リーダーシップ

大学時代、参議院議員東北福祉大学長などをつとめられたこともある萩野浩基先生(故人)の授業を受ける機会がありました。

 

科目は社会政策ですが、あまり関係のない「リーダーシップ」論という内容でした。

 

先生によれば、リーダーシップとは、学術的にいうと「状況の関数」だそうです。

あまり細かい説明があった覚えがないので、自分なりに思い出すと、「リーダーシップ(を取るべき人)は組織の状況が変化するとそれに関連して変化する」という意味ではないかと思っています。

 

また、同じ講義の中で、「組織」についても述べられ、組織とは共通の目的を持った人間の集まりを差し、共通の目的がなくなると自然に解体するそうです。

 

例えば、道に倒れた大木が落ちていた場合。それが邪魔で、道を通れない人が5人いたとする。その5人は共通の目的として、「大木を除去して、道を通る」を共有する組織となります。力をあわせて5人は大木を除去しようとし、例えばロープの使い方に詳しい人が、状況の関数の法則でリーダーとなります。

 

ロープを大木にかけ終わると、次はロープを引っ張って大木を除去しますから、力仕事になれた人がリーダーとなります。そして大木が除去され、道を通り終わると、この組織は解体するのです。

 

この授業を頭の中でぼんやりと覚えていた僕は、出版社入社後2年目(2000年ごろ)で会社組織の中で緊急性の高い共通目的を認識しました。それは、紙から電子データへの待ったなしの移行。出版社での勤務経験のすくない自分が、状況の関数から、リーダーシップをとるチャンスを得たのです。上司にも、「〇〇(僕)」を中心にやっていく、といわれました。

 

先述のとおり、ペーパーレスによる業務効率化は成功し、僕は有頂天になっていました。ただ、状況はすでに変化し、僕のリーダーシップは終わっていました。経験のさらに少ない後輩にリーダーシップは移っていたのです。「船頭多くして船山に登る」といいますが、僕はすでに指示を受けるべき側になっていたのです。

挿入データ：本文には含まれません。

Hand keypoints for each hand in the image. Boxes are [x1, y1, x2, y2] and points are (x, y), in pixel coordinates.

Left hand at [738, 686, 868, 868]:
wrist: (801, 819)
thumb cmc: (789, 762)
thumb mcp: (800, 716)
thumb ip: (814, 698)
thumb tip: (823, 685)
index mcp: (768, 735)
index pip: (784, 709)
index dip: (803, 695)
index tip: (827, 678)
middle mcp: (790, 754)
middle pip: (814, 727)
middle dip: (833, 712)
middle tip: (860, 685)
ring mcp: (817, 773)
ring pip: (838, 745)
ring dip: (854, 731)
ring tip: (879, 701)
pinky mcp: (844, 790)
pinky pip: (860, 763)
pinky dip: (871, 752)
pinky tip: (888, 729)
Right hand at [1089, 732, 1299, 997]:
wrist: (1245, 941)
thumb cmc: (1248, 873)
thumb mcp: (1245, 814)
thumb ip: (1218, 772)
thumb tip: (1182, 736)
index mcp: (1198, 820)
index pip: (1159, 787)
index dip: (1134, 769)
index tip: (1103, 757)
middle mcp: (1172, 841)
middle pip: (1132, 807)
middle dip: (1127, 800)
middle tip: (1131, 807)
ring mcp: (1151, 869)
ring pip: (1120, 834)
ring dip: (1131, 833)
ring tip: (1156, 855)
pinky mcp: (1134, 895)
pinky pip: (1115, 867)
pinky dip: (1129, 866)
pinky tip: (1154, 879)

ただ、この間約1年半程度だったでしょうか。リーダーシップをとるという素晴らしい経験をさせてもらっていたのです。

 

組織は生き物です。常に変動をしなければ持続的に存続できないもの。かといって、その変化が速すぎれば周りの人はついてきてくれない。早すぎる変化は、状況にもよりますが周りの人々に不安を与えることが多いように思います。ゆっくり変化することが、円満に達成する秘訣かもしれません。

 

今40歳を超えて、若い人にリーダーシップをとって仕事をお願いすることを意識してやっています。結果もそこそこ良好です。やる気のある若者を育てるには、リーダーシップを与えるのが一番の方法ではないかと思います。